Coming home to the United States from Africa was the first cultural shock I ever truly experienced. While away in Africa, I had the wonderful opportunity to teach children math and even a bit of English. These children do not have a lot of material items, or even some basic necessities for the matter, yet they are some of the most kind-hearted, friendly kids I have ever had the pleasure of knowing. Your mom (or at least my mom) always says some kids do not have food to eat or water to drink so be appreciative of what you have. This is the first time this ever truly made sense to me, which may be sad, but I got to experience the gratitude they had for what food they were receiving and how much love they gave us just for being there. Coming home, I became surrounded by people who have all that and, I am also guilty of this, not expressing how much gratitude they had for their basic needs being met. It was not until that transition home that I realized how much we can take for granted living in such a well-off country.
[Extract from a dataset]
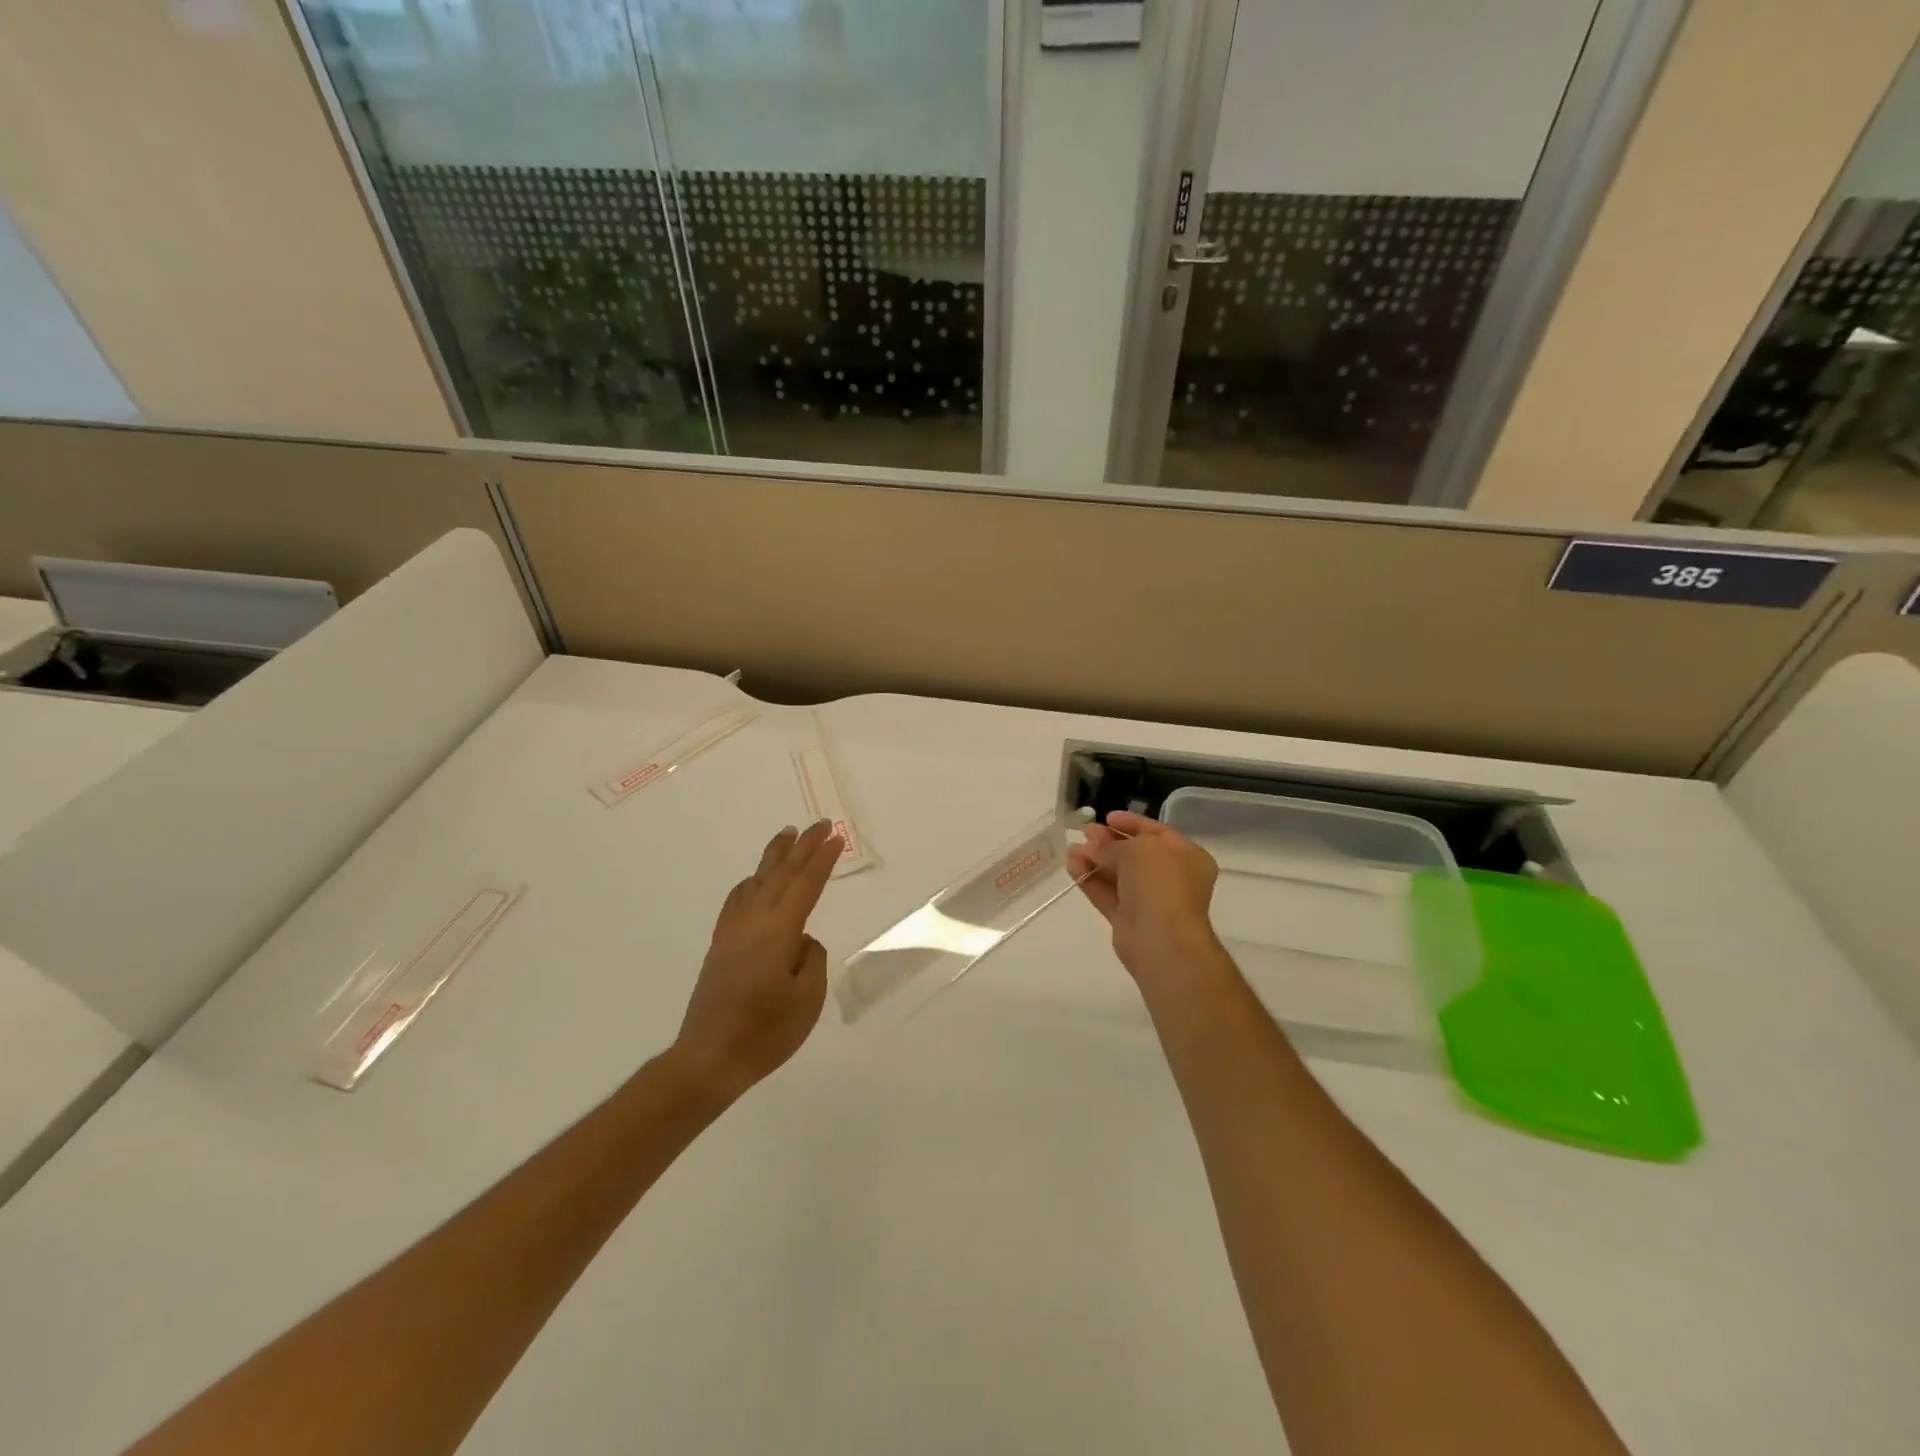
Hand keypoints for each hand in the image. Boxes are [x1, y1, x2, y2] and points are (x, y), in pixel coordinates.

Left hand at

The shock was real and even somewhat confusing. It made me check myself and catch myself complaining about what I would definitely call “first world problems.” And let me tell you, those first world problems had never been more real until after I came home from Africa.

Coming home from Europe was a different story. Although the The United States and some parts of Europe are similar, there were still some things I had always heard about and did not notice until coming back to the States. I was able to travel to the beautiful city of Paris, France where they obviously spoke their incredible and challenging language. Although I struggled to understand their language, there were usually always signs with some bit of English on them (at least at the train and subway stations) as well as if there was ever an announcement there was usually an English portion that I could understand. Or they had a separate English menu for those tourists that they love and hate. I have entered their country, so shouldn’t I be the one to have done my research and learned their language? Looking back, I definitely should have and it would have been a huge help in some places, but in all honesty, it was not entirely necessary because most spoke English also as well as had other options for me to read.

When you go to the U.S., it is only one language. Everything is in one language. But we have people traveling to our countries too, and even though most of these people can also speak our language, wouldn’t it be nice for our country to have signed with different languages on them, too? I realize some cities do have this, but where I am from, we really do not have that many options of other languages. And some Americans (myself included) do not speak more than one language.

I realize I kind of bashed on the U.S. for not having these options for other languages, but I am not mad at the U.S., it is just in our culture to only speak English regularly. It was a shock coming home and noticing that if I were French and had trouble speaking English, that I would struggle to travel in our country. It made me realize just how centralized we are as far as languages and communication go. It honestly was weird being able to read everything you saw and understand everything you heard.

Culture shock is a weird experience when you are shocked to be back home. It is weird when your home country is so different from your recent travels and you are shocked by your own culture rather the others you are visiting. Don’t get me wrong, I am a proud American, but there are some things I take for granted everyday living here and that alone is enough cultural shock of home.